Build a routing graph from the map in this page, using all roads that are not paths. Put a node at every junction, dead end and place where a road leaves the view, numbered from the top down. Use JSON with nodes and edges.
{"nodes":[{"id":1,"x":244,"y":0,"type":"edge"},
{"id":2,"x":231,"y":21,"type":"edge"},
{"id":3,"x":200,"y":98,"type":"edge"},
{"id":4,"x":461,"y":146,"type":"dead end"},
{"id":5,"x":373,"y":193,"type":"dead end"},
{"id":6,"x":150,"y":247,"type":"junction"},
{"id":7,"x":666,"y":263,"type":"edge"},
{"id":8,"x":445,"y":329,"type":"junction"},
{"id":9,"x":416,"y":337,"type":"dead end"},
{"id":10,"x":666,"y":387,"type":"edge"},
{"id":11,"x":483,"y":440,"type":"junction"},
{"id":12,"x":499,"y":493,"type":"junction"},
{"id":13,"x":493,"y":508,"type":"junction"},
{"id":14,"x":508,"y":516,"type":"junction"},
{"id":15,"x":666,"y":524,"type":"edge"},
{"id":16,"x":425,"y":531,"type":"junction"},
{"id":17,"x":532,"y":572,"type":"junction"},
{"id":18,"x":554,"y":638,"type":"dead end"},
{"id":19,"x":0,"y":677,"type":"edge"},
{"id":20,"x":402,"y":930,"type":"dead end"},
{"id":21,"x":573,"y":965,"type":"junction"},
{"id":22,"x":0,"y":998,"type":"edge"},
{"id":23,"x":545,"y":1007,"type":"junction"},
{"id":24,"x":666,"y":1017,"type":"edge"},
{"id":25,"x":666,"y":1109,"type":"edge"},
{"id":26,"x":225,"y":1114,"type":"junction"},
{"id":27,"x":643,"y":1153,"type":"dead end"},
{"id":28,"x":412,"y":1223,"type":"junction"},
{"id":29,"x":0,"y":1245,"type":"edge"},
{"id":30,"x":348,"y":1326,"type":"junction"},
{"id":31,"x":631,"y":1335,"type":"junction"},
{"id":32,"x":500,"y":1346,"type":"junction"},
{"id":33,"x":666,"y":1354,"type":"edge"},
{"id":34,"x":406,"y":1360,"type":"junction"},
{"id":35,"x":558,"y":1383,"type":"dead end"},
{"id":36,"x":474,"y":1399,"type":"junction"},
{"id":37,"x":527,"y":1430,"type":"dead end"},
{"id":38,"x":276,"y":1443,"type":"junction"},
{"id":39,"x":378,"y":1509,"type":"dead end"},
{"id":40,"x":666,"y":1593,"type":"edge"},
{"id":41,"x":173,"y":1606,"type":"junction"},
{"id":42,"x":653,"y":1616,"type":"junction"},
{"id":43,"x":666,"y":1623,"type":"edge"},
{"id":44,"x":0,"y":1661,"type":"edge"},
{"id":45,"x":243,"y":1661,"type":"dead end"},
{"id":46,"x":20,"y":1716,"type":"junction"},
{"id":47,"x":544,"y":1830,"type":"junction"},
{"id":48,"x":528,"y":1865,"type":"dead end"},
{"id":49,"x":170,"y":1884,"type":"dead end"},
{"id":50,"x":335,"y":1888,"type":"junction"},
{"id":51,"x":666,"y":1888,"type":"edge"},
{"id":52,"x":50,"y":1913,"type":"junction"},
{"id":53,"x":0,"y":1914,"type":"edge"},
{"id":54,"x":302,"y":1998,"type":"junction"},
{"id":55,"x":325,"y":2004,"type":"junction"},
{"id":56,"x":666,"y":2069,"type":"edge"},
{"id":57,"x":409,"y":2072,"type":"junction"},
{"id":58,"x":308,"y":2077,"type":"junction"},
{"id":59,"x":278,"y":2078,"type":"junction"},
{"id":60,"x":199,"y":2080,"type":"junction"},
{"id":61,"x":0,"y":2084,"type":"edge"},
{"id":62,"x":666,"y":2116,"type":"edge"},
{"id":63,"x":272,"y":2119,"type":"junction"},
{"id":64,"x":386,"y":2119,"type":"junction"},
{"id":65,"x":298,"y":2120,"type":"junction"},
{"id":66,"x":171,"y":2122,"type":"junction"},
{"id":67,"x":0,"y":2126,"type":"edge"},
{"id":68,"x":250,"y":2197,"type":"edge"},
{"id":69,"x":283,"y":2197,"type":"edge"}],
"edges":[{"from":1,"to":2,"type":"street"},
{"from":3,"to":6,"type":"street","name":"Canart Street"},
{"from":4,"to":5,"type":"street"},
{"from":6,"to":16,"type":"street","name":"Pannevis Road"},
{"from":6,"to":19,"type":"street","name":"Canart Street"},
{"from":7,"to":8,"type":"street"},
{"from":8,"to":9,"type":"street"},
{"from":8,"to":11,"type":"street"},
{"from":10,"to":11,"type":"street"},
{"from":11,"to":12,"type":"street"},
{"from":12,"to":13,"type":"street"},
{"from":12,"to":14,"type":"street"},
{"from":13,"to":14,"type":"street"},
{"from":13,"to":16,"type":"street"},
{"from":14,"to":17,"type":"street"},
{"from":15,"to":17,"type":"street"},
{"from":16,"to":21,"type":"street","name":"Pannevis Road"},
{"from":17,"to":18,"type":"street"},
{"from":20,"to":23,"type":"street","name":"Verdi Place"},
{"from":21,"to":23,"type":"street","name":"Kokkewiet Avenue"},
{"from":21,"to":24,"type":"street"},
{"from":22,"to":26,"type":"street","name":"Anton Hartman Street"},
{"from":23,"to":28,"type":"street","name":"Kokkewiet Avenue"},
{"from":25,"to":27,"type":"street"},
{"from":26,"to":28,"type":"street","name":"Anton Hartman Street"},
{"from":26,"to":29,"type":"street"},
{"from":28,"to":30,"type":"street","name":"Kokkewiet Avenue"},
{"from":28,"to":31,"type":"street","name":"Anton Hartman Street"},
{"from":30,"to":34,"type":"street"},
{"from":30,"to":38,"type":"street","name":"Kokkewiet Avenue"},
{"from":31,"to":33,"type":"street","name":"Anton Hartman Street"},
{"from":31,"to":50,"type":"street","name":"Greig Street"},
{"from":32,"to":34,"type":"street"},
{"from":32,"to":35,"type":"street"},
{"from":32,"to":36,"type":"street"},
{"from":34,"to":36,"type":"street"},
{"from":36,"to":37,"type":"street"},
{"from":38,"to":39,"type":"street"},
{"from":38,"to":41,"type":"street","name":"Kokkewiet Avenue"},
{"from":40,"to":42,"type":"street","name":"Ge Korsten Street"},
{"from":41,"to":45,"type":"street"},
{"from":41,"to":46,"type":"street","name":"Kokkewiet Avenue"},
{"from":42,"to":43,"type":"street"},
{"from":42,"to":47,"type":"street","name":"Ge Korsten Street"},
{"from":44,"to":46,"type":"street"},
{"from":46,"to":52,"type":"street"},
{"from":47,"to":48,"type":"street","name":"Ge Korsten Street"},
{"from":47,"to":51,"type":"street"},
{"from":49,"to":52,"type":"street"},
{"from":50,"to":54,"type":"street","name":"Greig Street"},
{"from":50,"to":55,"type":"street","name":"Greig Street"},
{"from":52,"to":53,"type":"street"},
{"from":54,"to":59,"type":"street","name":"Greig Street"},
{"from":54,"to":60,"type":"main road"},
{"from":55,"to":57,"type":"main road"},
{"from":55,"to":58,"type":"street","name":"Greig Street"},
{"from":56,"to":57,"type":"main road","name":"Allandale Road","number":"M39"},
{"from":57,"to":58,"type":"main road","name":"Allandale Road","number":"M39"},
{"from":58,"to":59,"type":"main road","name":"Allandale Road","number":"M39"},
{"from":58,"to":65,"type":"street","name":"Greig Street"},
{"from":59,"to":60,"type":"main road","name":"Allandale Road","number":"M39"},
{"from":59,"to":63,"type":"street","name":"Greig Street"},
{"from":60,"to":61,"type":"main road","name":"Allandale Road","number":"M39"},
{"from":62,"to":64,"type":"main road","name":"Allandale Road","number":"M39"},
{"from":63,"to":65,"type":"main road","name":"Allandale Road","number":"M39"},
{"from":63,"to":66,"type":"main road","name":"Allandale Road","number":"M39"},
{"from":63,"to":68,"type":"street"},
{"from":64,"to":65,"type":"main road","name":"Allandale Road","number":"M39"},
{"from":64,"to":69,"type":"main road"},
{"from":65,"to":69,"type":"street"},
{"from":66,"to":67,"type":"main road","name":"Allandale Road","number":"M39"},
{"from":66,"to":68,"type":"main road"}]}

--

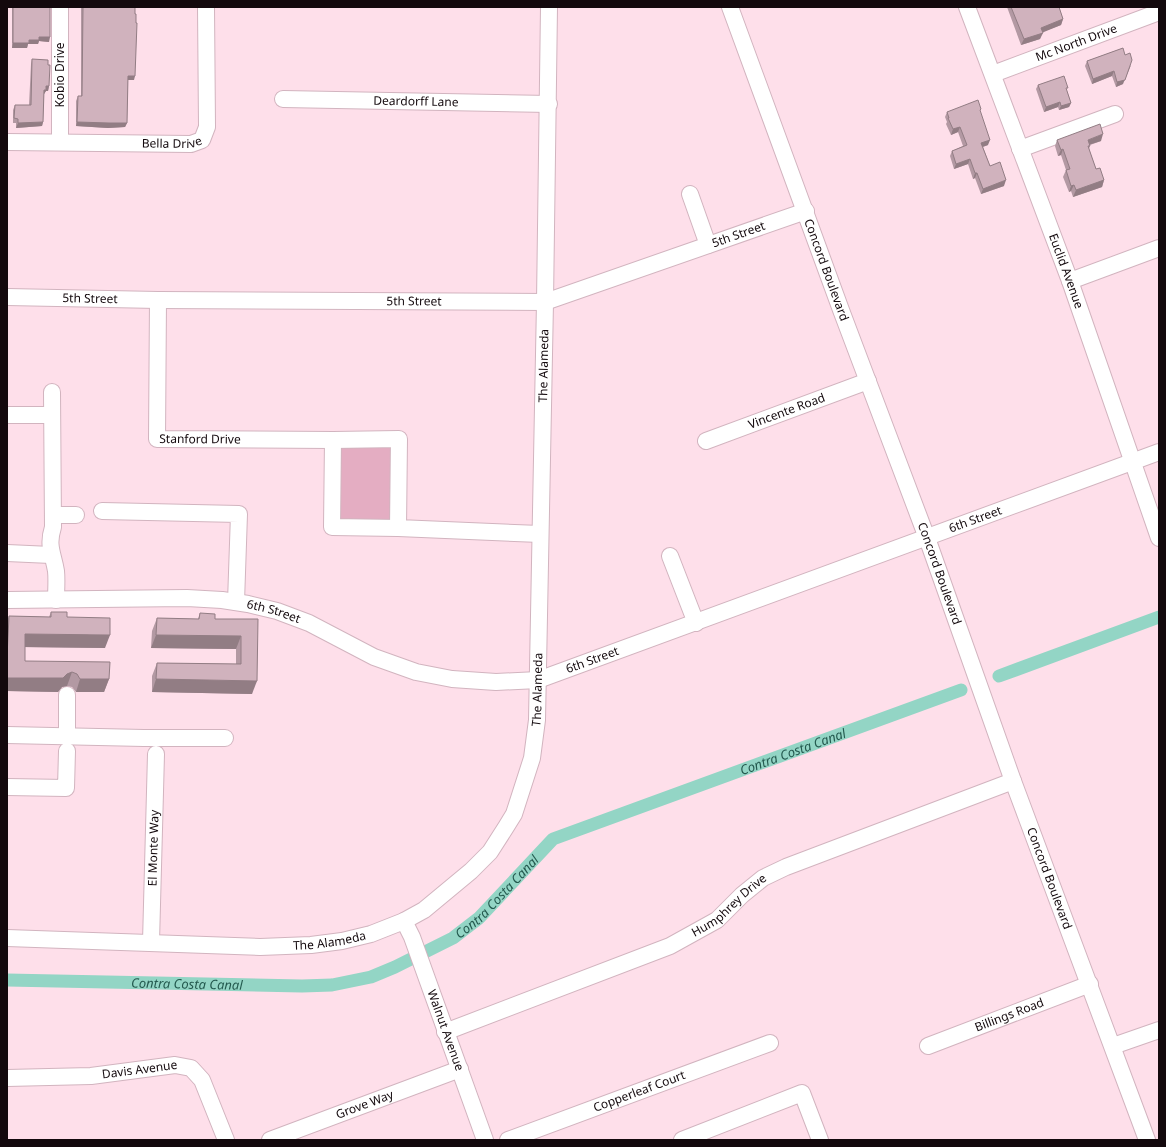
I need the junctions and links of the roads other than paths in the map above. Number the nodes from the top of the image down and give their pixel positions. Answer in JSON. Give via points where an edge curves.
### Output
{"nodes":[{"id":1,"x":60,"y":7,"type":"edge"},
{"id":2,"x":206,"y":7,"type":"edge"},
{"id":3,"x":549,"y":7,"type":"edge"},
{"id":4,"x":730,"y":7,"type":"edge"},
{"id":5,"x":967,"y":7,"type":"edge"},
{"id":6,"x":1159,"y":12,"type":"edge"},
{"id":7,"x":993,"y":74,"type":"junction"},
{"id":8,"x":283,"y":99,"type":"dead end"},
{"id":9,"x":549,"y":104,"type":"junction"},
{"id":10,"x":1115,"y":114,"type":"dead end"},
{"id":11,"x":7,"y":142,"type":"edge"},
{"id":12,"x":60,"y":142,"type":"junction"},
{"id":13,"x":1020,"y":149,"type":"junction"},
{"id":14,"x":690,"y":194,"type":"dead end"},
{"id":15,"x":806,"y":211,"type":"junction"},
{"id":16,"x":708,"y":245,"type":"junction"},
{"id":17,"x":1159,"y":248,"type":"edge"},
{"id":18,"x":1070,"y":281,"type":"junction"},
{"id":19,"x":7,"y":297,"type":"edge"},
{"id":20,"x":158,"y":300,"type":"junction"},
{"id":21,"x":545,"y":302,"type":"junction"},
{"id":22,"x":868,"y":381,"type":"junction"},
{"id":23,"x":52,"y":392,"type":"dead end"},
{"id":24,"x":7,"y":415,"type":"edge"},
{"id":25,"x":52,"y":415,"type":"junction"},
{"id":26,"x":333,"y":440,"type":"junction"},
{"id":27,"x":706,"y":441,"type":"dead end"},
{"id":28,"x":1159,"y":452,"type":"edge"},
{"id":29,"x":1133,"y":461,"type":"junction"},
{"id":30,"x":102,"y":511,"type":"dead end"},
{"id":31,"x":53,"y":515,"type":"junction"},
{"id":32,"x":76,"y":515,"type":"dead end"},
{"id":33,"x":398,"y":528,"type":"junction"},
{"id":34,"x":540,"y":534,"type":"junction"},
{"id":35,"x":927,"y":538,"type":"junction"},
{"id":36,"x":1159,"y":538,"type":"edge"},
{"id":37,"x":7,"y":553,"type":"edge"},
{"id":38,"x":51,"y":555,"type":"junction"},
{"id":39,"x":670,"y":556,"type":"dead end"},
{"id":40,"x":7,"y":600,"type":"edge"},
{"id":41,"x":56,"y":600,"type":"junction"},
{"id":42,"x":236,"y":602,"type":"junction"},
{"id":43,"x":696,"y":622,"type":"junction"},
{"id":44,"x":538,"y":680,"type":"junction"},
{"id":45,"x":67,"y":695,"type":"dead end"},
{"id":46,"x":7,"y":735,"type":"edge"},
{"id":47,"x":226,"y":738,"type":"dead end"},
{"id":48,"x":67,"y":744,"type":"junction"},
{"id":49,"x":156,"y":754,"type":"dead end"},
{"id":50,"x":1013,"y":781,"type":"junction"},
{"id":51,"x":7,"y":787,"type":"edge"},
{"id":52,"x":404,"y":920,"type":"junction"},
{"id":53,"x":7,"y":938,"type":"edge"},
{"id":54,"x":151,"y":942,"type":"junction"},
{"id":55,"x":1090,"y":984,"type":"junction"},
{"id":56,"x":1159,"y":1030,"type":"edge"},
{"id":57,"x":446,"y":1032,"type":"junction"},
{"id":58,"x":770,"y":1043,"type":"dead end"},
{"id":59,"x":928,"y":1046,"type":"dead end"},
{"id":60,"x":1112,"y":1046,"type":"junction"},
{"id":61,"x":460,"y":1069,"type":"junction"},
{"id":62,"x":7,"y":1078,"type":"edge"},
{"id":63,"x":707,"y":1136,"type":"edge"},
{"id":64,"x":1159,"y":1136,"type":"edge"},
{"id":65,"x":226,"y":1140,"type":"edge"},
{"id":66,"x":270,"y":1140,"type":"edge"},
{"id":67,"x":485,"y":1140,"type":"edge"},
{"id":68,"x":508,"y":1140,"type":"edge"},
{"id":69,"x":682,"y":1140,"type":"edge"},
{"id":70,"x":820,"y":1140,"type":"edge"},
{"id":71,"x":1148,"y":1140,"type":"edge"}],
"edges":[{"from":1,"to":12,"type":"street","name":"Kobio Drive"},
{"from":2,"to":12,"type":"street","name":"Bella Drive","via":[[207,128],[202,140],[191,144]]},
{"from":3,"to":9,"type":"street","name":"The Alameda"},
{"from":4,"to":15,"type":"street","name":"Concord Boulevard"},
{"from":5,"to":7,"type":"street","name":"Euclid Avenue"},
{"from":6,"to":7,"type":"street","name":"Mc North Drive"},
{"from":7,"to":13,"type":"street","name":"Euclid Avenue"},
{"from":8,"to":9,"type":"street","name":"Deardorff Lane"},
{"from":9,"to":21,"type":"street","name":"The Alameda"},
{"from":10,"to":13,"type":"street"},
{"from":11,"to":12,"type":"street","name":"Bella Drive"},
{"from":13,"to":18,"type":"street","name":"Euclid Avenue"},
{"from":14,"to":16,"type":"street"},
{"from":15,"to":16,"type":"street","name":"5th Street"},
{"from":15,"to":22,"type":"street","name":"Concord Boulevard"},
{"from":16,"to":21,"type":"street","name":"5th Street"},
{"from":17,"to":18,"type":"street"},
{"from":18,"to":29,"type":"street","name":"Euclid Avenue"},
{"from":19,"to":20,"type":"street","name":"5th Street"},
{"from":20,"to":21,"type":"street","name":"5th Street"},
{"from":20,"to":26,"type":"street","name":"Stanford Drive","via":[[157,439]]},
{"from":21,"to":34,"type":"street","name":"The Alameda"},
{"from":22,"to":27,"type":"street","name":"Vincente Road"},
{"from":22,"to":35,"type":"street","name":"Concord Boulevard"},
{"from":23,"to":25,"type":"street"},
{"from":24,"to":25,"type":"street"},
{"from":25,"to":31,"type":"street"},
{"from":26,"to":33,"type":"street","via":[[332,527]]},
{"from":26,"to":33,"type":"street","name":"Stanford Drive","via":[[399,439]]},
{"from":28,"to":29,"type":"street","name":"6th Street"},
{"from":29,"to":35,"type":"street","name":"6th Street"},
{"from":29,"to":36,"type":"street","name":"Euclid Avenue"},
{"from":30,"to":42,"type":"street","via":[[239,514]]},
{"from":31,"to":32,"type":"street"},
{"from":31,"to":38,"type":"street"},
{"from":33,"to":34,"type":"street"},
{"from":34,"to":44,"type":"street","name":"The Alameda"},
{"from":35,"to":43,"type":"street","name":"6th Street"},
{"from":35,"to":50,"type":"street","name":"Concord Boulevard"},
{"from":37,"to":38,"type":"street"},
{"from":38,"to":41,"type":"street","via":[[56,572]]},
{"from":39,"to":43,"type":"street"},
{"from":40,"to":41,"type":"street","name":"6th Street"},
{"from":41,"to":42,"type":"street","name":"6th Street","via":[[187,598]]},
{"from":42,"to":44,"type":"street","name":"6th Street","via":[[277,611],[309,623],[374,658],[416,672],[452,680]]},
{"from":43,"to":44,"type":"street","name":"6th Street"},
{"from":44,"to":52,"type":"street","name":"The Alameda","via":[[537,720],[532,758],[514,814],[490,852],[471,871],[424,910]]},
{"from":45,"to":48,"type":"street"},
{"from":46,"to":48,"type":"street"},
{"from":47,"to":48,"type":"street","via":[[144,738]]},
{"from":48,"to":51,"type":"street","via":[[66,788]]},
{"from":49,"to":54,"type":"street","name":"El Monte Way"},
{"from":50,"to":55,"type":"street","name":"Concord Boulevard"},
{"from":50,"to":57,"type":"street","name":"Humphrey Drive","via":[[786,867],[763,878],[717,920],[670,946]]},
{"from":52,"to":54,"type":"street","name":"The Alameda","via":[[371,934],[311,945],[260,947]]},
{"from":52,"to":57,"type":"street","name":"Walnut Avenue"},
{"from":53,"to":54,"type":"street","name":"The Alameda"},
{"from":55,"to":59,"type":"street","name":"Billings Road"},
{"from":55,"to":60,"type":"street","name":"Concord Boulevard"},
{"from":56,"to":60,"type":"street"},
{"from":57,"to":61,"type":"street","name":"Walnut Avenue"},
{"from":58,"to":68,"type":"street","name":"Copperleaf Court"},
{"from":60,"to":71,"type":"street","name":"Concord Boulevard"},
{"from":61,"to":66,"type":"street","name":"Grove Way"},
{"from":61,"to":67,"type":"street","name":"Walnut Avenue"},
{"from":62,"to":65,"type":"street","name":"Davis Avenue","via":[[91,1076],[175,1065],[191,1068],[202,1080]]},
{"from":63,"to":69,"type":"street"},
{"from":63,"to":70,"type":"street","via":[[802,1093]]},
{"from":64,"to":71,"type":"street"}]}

--

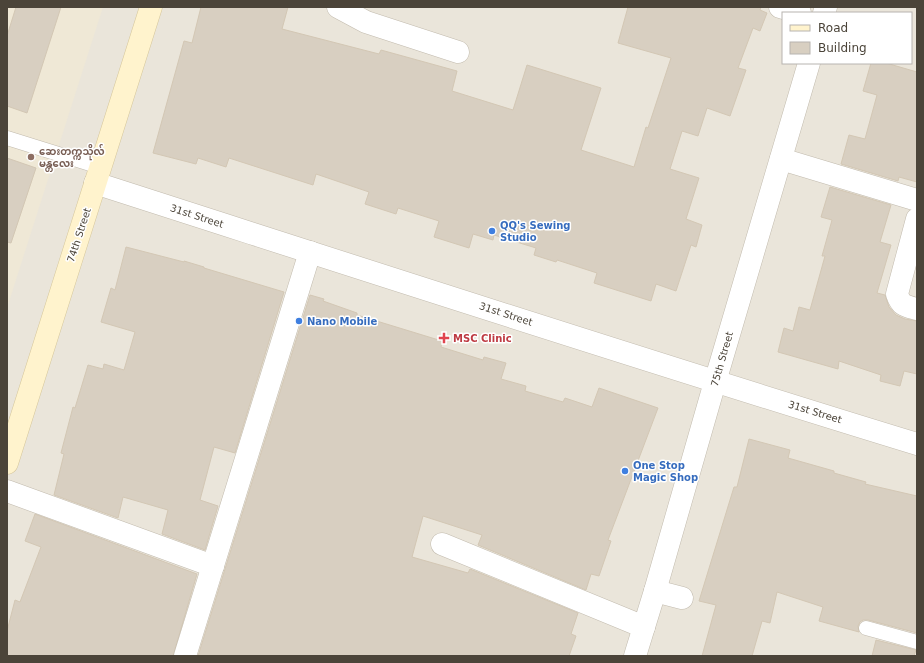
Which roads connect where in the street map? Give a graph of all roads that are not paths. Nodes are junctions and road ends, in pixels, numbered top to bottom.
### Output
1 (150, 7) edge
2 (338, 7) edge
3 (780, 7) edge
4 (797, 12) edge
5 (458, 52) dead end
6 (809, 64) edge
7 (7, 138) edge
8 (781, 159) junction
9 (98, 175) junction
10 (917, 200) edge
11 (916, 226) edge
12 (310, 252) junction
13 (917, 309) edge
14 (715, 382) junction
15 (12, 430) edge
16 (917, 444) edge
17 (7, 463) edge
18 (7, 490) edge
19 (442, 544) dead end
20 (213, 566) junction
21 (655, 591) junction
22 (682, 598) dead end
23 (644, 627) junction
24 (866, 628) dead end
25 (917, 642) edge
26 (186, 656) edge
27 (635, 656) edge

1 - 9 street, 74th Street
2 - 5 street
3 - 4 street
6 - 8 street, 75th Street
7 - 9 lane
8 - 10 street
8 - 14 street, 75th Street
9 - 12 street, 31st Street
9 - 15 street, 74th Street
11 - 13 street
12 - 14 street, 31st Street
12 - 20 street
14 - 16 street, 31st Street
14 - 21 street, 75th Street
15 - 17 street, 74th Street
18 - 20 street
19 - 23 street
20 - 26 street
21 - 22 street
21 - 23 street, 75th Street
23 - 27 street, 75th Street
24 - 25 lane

--

* [What the task asks]
Only lines containing the word "where" should appear in the answer, and every such line from the records above must be there.

* [Task response]
Build a routing graph from the map in this page, using all roads that are not paths. Put a node at every junction, dead end and place where a road leaves the view, numbered from the top down. Use JSON with nodes and edges.
I need the junctions and links of the roads other than paths in the map above. Number the nodes from the top of the image down and give their pixel positions. Answer in JSON. Give via points where an edge curves.
Which roads connect where in the street map? Give a graph of all roads that are not paths. Nodes are junctions and road ends, in pixels, numbered top to bottom.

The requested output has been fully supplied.